-------- Available data --------

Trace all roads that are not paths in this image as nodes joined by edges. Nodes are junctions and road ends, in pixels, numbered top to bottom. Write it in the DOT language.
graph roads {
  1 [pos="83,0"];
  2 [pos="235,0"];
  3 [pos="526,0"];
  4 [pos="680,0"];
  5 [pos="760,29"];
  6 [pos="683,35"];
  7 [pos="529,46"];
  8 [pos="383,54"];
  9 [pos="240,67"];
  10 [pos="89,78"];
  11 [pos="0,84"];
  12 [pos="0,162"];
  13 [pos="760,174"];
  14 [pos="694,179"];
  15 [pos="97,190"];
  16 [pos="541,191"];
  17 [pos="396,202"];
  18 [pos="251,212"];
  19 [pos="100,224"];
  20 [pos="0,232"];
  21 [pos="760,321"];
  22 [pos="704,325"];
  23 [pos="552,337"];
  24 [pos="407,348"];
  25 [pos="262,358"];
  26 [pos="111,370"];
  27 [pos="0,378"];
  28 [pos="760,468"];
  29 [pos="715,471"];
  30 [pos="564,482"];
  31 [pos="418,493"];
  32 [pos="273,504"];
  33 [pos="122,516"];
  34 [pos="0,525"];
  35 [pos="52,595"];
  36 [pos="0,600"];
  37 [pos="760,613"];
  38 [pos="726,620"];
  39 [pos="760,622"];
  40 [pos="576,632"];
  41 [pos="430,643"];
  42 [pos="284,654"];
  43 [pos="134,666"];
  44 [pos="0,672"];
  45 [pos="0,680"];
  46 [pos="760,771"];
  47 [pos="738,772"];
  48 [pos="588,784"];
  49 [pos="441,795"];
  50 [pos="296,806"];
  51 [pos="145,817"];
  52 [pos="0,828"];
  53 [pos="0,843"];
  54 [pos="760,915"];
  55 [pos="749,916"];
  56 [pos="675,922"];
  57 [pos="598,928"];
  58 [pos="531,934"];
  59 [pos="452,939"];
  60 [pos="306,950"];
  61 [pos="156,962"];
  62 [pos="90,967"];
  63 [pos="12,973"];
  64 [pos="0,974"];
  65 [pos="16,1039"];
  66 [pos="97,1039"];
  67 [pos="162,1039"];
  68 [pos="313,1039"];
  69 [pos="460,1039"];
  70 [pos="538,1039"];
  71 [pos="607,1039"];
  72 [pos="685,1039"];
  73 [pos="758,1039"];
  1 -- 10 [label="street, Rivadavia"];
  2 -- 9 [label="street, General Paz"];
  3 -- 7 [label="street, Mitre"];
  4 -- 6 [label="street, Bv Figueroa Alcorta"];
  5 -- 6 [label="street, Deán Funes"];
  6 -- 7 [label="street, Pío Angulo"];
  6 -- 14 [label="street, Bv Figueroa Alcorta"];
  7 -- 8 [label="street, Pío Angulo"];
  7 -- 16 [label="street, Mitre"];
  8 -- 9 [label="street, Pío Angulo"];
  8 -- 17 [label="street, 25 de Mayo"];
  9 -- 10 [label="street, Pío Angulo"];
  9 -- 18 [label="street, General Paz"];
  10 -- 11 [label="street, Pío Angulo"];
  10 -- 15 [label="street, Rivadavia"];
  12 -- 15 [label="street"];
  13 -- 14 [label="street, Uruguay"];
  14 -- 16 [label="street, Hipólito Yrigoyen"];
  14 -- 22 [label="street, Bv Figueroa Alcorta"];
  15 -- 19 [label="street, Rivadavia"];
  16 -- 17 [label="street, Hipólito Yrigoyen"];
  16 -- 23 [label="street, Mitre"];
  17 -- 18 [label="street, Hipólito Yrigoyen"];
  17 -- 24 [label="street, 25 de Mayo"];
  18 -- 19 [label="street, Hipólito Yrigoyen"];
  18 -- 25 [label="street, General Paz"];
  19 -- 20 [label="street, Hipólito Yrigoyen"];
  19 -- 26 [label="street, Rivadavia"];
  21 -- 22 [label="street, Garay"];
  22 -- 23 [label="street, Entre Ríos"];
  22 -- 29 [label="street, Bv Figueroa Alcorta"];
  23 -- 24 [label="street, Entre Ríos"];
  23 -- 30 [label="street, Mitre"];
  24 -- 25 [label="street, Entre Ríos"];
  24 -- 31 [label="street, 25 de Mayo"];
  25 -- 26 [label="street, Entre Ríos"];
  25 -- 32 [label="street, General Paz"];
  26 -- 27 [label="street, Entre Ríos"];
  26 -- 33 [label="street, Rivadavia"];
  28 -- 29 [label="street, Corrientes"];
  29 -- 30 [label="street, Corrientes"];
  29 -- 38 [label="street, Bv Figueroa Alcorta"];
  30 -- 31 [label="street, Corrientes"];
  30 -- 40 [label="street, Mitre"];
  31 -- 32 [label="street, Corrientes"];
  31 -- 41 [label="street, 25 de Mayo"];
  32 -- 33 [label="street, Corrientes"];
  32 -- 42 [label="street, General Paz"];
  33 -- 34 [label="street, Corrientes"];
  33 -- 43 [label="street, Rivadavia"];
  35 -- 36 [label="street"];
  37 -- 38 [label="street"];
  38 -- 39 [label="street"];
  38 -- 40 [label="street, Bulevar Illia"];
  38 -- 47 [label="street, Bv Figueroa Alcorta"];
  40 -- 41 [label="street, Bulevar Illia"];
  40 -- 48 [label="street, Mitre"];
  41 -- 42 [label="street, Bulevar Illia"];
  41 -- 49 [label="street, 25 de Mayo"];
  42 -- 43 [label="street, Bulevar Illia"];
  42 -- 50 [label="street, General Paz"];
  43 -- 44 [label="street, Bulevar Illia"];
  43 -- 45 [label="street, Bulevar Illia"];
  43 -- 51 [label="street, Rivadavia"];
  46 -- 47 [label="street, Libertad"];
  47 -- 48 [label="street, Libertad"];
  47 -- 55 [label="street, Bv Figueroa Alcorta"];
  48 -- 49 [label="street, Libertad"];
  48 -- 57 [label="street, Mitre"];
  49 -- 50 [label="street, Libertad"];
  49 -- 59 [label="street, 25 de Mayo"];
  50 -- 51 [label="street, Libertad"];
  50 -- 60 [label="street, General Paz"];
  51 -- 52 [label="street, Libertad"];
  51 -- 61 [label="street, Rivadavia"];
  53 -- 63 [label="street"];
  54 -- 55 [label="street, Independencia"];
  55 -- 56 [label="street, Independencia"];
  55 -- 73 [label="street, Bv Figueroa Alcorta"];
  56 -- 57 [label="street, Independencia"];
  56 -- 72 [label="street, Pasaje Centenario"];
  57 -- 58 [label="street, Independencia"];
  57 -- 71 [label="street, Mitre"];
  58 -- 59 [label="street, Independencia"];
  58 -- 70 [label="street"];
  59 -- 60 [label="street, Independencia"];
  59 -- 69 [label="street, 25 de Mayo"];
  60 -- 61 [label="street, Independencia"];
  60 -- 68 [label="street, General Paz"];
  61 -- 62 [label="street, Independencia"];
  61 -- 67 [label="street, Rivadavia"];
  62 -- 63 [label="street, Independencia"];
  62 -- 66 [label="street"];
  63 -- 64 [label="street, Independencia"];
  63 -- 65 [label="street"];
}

--------

Description of the task: The records above are to be restated word for word, in full.

Expected output:
Trace all roads that are not paths in this image as nodes joined by edges. Nodes are junctions and road ends, in pixels, numbered top to bottom. Write it in the DOT language.
graph roads {
  1 [pos="83,0"];
  2 [pos="235,0"];
  3 [pos="526,0"];
  4 [pos="680,0"];
  5 [pos="760,29"];
  6 [pos="683,35"];
  7 [pos="529,46"];
  8 [pos="383,54"];
  9 [pos="240,67"];
  10 [pos="89,78"];
  11 [pos="0,84"];
  12 [pos="0,162"];
  13 [pos="760,174"];
  14 [pos="694,179"];
  15 [pos="97,190"];
  16 [pos="541,191"];
  17 [pos="396,202"];
  18 [pos="251,212"];
  19 [pos="100,224"];
  20 [pos="0,232"];
  21 [pos="760,321"];
  22 [pos="704,325"];
  23 [pos="552,337"];
  24 [pos="407,348"];
  25 [pos="262,358"];
  26 [pos="111,370"];
  27 [pos="0,378"];
  28 [pos="760,468"];
  29 [pos="715,471"];
  30 [pos="564,482"];
  31 [pos="418,493"];
  32 [pos="273,504"];
  33 [pos="122,516"];
  34 [pos="0,525"];
  35 [pos="52,595"];
  36 [pos="0,600"];
  37 [pos="760,613"];
  38 [pos="726,620"];
  39 [pos="760,622"];
  40 [pos="576,632"];
  41 [pos="430,643"];
  42 [pos="284,654"];
  43 [pos="134,666"];
  44 [pos="0,672"];
  45 [pos="0,680"];
  46 [pos="760,771"];
  47 [pos="738,772"];
  48 [pos="588,784"];
  49 [pos="441,795"];
  50 [pos="296,806"];
  51 [pos="145,817"];
  52 [pos="0,828"];
  53 [pos="0,843"];
  54 [pos="760,915"];
  55 [pos="749,916"];
  56 [pos="675,922"];
  57 [pos="598,928"];
  58 [pos="531,934"];
  59 [pos="452,939"];
  60 [pos="306,950"];
  61 [pos="156,962"];
  62 [pos="90,967"];
  63 [pos="12,973"];
  64 [pos="0,974"];
  65 [pos="16,1039"];
  66 [pos="97,1039"];
  67 [pos="162,1039"];
  68 [pos="313,1039"];
  69 [pos="460,1039"];
  70 [pos="538,1039"];
  71 [pos="607,1039"];
  72 [pos="685,1039"];
  73 [pos="758,1039"];
  1 -- 10 [label="street, Rivadavia"];
  2 -- 9 [label="street, General Paz"];
  3 -- 7 [label="street, Mitre"];
  4 -- 6 [label="street, Bv Figueroa Alcorta"];
  5 -- 6 [label="street, Deán Funes"];
  6 -- 7 [label="street, Pío Angulo"];
  6 -- 14 [label="street, Bv Figueroa Alcorta"];
  7 -- 8 [label="street, Pío Angulo"];
  7 -- 16 [label="street, Mitre"];
  8 -- 9 [label="street, Pío Angulo"];
  8 -- 17 [label="street, 25 de Mayo"];
  9 -- 10 [label="street, Pío Angulo"];
  9 -- 18 [label="street, General Paz"];
  10 -- 11 [label="street, Pío Angulo"];
  10 -- 15 [label="street, Rivadavia"];
  12 -- 15 [label="street"];
  13 -- 14 [label="street, Uruguay"];
  14 -- 16 [label="street, Hipólito Yrigoyen"];
  14 -- 22 [label="street, Bv Figueroa Alcorta"];
  15 -- 19 [label="street, Rivadavia"];
  16 -- 17 [label="street, Hipólito Yrigoyen"];
  16 -- 23 [label="street, Mitre"];
  17 -- 18 [label="street, Hipólito Yrigoyen"];
  17 -- 24 [label="street, 25 de Mayo"];
  18 -- 19 [label="street, Hipólito Yrigoyen"];
  18 -- 25 [label="street, General Paz"];
  19 -- 20 [label="street, Hipólito Yrigoyen"];
  19 -- 26 [label="street, Rivadavia"];
  21 -- 22 [label="street, Garay"];
  22 -- 23 [label="street, Entre Ríos"];
  22 -- 29 [label="street, Bv Figueroa Alcorta"];
  23 -- 24 [label="street, Entre Ríos"];
  23 -- 30 [label="street, Mitre"];
  24 -- 25 [label="street, Entre Ríos"];
  24 -- 31 [label="street, 25 de Mayo"];
  25 -- 26 [label="street, Entre Ríos"];
  25 -- 32 [label="street, General Paz"];
  26 -- 27 [label="street, Entre Ríos"];
  26 -- 33 [label="street, Rivadavia"];
  28 -- 29 [label="street, Corrientes"];
  29 -- 30 [label="street, Corrientes"];
  29 -- 38 [label="street, Bv Figueroa Alcorta"];
  30 -- 31 [label="street, Corrientes"];
  30 -- 40 [label="street, Mitre"];
  31 -- 32 [label="street, Corrientes"];
  31 -- 41 [label="street, 25 de Mayo"];
  32 -- 33 [label="street, Corrientes"];
  32 -- 42 [label="street, General Paz"];
  33 -- 34 [label="street, Corrientes"];
  33 -- 43 [label="street, Rivadavia"];
  35 -- 36 [label="street"];
  37 -- 38 [label="street"];
  38 -- 39 [label="street"];
  38 -- 40 [label="street, Bulevar Illia"];
  38 -- 47 [label="street, Bv Figueroa Alcorta"];
  40 -- 41 [label="street, Bulevar Illia"];
  40 -- 48 [label="street, Mitre"];
  41 -- 42 [label="street, Bulevar Illia"];
  41 -- 49 [label="street, 25 de Mayo"];
  42 -- 43 [label="street, Bulevar Illia"];
  42 -- 50 [label="street, General Paz"];
  43 -- 44 [label="street, Bulevar Illia"];
  43 -- 45 [label="street, Bulevar Illia"];
  43 -- 51 [label="street, Rivadavia"];
  46 -- 47 [label="street, Libertad"];
  47 -- 48 [label="street, Libertad"];
  47 -- 55 [label="street, Bv Figueroa Alcorta"];
  48 -- 49 [label="street, Libertad"];
  48 -- 57 [label="street, Mitre"];
  49 -- 50 [label="street, Libertad"];
  49 -- 59 [label="street, 25 de Mayo"];
  50 -- 51 [label="street, Libertad"];
  50 -- 60 [label="street, General Paz"];
  51 -- 52 [label="street, Libertad"];
  51 -- 61 [label="street, Rivadavia"];
  53 -- 63 [label="street"];
  54 -- 55 [label="street, Independencia"];
  55 -- 56 [label="street, Independencia"];
  55 -- 73 [label="street, Bv Figueroa Alcorta"];
  56 -- 57 [label="street, Independencia"];
  56 -- 72 [label="street, Pasaje Centenario"];
  57 -- 58 [label="street, Independencia"];
  57 -- 71 [label="street, Mitre"];
  58 -- 59 [label="street, Independencia"];
  58 -- 70 [label="street"];
  59 -- 60 [label="street, Independencia"];
  59 -- 69 [label="street, 25 de Mayo"];
  60 -- 61 [label="street, Independencia"];
  60 -- 68 [label="street, General Paz"];
  61 -- 62 [label="street, Independencia"];
  61 -- 67 [label="street, Rivadavia"];
  62 -- 63 [label="street, Independencia"];
  62 -- 66 [label="street"];
  63 -- 64 [label="street, Independencia"];
  63 -- 65 [label="street"];
}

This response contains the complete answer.